Anatomy of a Guilt Trip

DirtyDishes1You start with the premise that you are doing or not doing something someone else wishes you were not doing or doing.  Never mind reasons why.  Never mind whether there is any definitive correlation between what you are actually doing or not doing and what they think you are not doing or doing.  Just start with that premise.


For the pure sake of hypothetical argument, let’s say it’s the dishes.  Someone else thinks you need to be more involved in doing the dishes.

So how do they go about sending you on your guilt trip? (I have never known the proper action verb for guilt trip.  Do you “go”?  Are you “sent”?  Do you “embark”?  Are you “invited”?  The world may never know).

This is what they don’t do.  They don’t ask you nicely.  They don’t approach the subject rationally or maturely.  It is not calmly discussed.  That’s not sufficient to launch you on your trip (how about “launch”?).

No, you are screamed at, or groaned at, or whined to, or maliciously accused.

And what do you do?  You might offer excuses, you might apologize.  But in the end, what do you actually do?  You do the freaking dishes.

Here’s why that’s wrong.  It’s like with children.  If you go and pick up a should-be-sleeping baby every time she cries (which I will admit I have done), then she is never going to stop crying.  And if you buy a toddler a piece of candy or a toy every time he throws a tantrum because he wants a piece of candy or a toy, even if you are internally only doing it because (1) you are in public and he is embarrassing the crap out of you, and (2) you just want him to shut up (which I will never admit to having done) (which I recognize is not the same as denying that I have ever done it), then every time he wants a piece of candy or a toy, he knows that all he needs to do is throw a tantrum, and he is getting what he wants.

We tolerate this in children because, even though toddlers, and even babies, are capable of manipulation, in the grand scheme of things, they don’t know any better.  They know what they want and they know a limited number of ways to get it, and they do what they have to do to get there.
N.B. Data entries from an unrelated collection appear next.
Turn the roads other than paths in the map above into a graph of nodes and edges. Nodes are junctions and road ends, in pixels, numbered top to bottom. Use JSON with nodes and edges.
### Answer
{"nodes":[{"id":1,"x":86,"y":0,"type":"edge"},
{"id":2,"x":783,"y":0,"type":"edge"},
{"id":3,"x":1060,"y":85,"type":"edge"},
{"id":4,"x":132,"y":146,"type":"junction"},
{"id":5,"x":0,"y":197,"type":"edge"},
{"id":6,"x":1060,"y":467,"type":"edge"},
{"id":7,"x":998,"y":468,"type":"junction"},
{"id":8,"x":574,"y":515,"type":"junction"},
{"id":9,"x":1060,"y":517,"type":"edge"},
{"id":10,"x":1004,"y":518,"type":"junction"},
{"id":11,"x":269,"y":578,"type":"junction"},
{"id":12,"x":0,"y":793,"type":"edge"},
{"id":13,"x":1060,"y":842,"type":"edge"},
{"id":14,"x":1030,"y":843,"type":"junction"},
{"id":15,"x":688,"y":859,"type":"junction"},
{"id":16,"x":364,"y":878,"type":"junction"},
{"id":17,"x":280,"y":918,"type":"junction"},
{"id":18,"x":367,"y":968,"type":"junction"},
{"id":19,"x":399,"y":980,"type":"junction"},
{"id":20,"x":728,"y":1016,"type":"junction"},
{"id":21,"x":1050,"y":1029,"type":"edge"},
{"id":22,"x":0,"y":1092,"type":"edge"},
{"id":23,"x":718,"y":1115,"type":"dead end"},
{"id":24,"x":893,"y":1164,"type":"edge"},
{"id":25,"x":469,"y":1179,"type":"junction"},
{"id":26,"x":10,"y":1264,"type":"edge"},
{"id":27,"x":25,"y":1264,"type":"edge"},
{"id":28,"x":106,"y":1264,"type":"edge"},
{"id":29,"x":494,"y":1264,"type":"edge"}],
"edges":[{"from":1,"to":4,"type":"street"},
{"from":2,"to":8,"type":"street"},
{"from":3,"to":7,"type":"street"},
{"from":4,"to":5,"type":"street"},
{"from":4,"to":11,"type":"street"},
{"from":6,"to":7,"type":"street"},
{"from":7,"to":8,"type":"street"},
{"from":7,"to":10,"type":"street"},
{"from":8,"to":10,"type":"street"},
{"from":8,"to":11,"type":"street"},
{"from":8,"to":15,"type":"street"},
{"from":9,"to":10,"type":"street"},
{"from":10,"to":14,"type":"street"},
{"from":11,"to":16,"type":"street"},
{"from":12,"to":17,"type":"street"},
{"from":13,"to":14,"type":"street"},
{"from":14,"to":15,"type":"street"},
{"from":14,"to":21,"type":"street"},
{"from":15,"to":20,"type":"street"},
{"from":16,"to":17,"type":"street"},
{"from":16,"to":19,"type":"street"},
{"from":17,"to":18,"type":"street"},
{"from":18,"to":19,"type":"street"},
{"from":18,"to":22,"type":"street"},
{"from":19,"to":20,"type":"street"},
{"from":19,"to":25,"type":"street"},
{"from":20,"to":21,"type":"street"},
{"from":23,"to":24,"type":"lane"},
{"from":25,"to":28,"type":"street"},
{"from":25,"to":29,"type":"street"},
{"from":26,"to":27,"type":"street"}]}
Even in children, there is a danger in giving in to these ploys.  Because it is reinforcing bad behavior, which, though sometimes easier in the short run, is bad for both of you in the long run.  Parents need to learn to put their foot down, and children need to learn better ways to communicate their needs, discern between wants and needs, and properly go about getting their legitimate needs and reasonable wants met.

This does not just apply to children.

So assuming it is not a baby or a toddler giving you your guilt trip, or maybe even if it is, here is what needs to happen.  Next time someone screams or groans or whines or maliciously accuses, this is what you need to say:

“Look, I get that you want me to [do the dishes].  I get it.  But here’s the problem.  You just went about it in a mean, accusatory, rude, and intensely unpleasant way.  I understand that your pissed, and I understand what you want me to do.  But here’s the problem.  If, based on what you have just done, I go ahead and [do the dishes], then that plants in your head the idea that doing what you have just done is an effective way of getting me to [do the dishes].  So even if I [do the dishes], right now, which is what you want, the next time you want me to [do the dishes], you have no motivation to go about getting me to [do the dishes] in any manner other than the precise manner you have just gone about getting me to [do the dishes] this time.  And I don’t like the manner in which you have just gone about getting me to [do the dishes] this time.  So, though I know what you want me to do, and I know that still persisting in not doing it is probably going to make you even more pissed, particularly because you now know that I know what you want me to do and am still not doing it, here’s what I’m not going to do.  I am not going to [do the dishes] until you can figure out an appropriate way of getting me to do them.  I know you might not like this, but it is what’s best for both of us in the long run.”

This forces them to ask you nicely, or calmly discuss the situation, or politely make their needs and wants known.  Which, in turn, makes you want to do the thing they have properly expressed to you that they want you to do.  So you do it, which makes them happy.  Which gives them incentive to ask you nicely next time, which makes you happy.  It’s a win-win.

Logically, I think this a perfectly reasonable formula, and should be employed liberally.

Realistically…I will probably just stick to passive-aggressive posts offering (what I believe to be genuinely good) advice based on hypothetical hypotheticals.